QUITO – En un movimiento que redefine el tablero político de la región, el Gobierno de Ecuador, liderado por el presidente Daniel Noboa, anunció este miércoles la expulsión total del cuerpo diplomático de Cuba y el retiro inmediato de su embajador en La Habana. La decisión no solo marca el fin de las relaciones bilaterales, sino que consolida el alineamiento estratégico de Quito con la Casa Blanca bajo la administración de Donald Trump.
Cronología de una ruptura abrupta
Bajo el amparo del Artículo 9 de la Convención de Viena, la Cancillería ecuatoriana declaró «persona non grata» a toda la misión cubana, incluyendo al embajador Basilio Gutiérrez. El ultimátum es estricto: 48 horas para abandonar el país.
Simultáneamente, el Ejecutivo ordenó el retorno de José María Borja, quien representaba a Ecuador en la isla desde 2021. La tensión alcanzó niveles visuales críticos cuando, tras el anuncio, se reportó la quema de documentos en la terraza de la embajada cubana en Quito, una escena que evoca los momentos más oscuros de las crisis diplomáticas internacionales.



Esta ruptura no ocurre en el vacío. Se produce apenas días antes de que Noboa viaje a Estados Unidos para una cumbre presidencial con Donald Trump. La administración de Noboa ha pasado de la cooperación cordial a una alianza de hierro con el republicano
«Noboa está enviando un mensaje claro: en su administración no hay espacio para medias tintas con los regímenes del eje bolivarianos», señalan analistas locales.
Un historial de choques diplomáticos
Con este paso, Cuba se suma a la lista de naciones con las que Ecuador ha cortado puentes bajo la gestión de Noboa, tras los incidentes con:
- México: Por el asalto a la embajada para capturar a Jorge Glas.

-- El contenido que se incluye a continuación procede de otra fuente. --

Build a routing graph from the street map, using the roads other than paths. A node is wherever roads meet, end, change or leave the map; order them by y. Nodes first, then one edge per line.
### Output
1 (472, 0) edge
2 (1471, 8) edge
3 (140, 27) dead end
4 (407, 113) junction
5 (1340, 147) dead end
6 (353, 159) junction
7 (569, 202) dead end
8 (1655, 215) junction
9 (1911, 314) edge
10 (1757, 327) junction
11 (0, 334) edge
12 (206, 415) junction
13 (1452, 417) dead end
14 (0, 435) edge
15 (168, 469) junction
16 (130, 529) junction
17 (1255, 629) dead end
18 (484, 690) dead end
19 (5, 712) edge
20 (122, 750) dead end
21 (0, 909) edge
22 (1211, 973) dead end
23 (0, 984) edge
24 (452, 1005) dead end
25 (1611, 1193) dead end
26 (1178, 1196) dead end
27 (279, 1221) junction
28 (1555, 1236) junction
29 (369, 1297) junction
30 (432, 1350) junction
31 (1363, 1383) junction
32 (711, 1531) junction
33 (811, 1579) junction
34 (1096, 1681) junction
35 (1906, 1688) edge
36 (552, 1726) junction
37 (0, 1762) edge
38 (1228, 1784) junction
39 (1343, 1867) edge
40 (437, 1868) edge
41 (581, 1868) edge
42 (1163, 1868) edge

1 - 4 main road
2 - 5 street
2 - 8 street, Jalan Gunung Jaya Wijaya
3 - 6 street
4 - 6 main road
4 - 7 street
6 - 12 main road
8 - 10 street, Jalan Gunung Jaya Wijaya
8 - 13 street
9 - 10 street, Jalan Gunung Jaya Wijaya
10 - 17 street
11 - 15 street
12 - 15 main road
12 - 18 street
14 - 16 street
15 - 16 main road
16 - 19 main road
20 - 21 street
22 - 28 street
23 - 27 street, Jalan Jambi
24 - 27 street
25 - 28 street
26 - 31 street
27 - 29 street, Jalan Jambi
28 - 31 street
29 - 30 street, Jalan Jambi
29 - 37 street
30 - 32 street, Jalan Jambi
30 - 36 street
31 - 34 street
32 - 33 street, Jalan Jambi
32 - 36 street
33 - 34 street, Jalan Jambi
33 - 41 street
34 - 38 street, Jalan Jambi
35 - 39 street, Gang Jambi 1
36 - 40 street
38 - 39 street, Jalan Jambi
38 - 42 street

- Venezuela y Nicaragua: Por diferencias ideológicas y de seguridad regional.
¿Qué sigue?
El aislamiento de Cuba por parte de Ecuador refuerza la narrativa de una «nueva derecha» en Sudamérica que prioriza la seguridad y la alineación con los intereses estadounidenses sobre la integración regional tradicional. La pregunta que queda en el aire es cómo responderá La Habana y si este «dominó diplomático» se extenderá a otros países aliados de la isla.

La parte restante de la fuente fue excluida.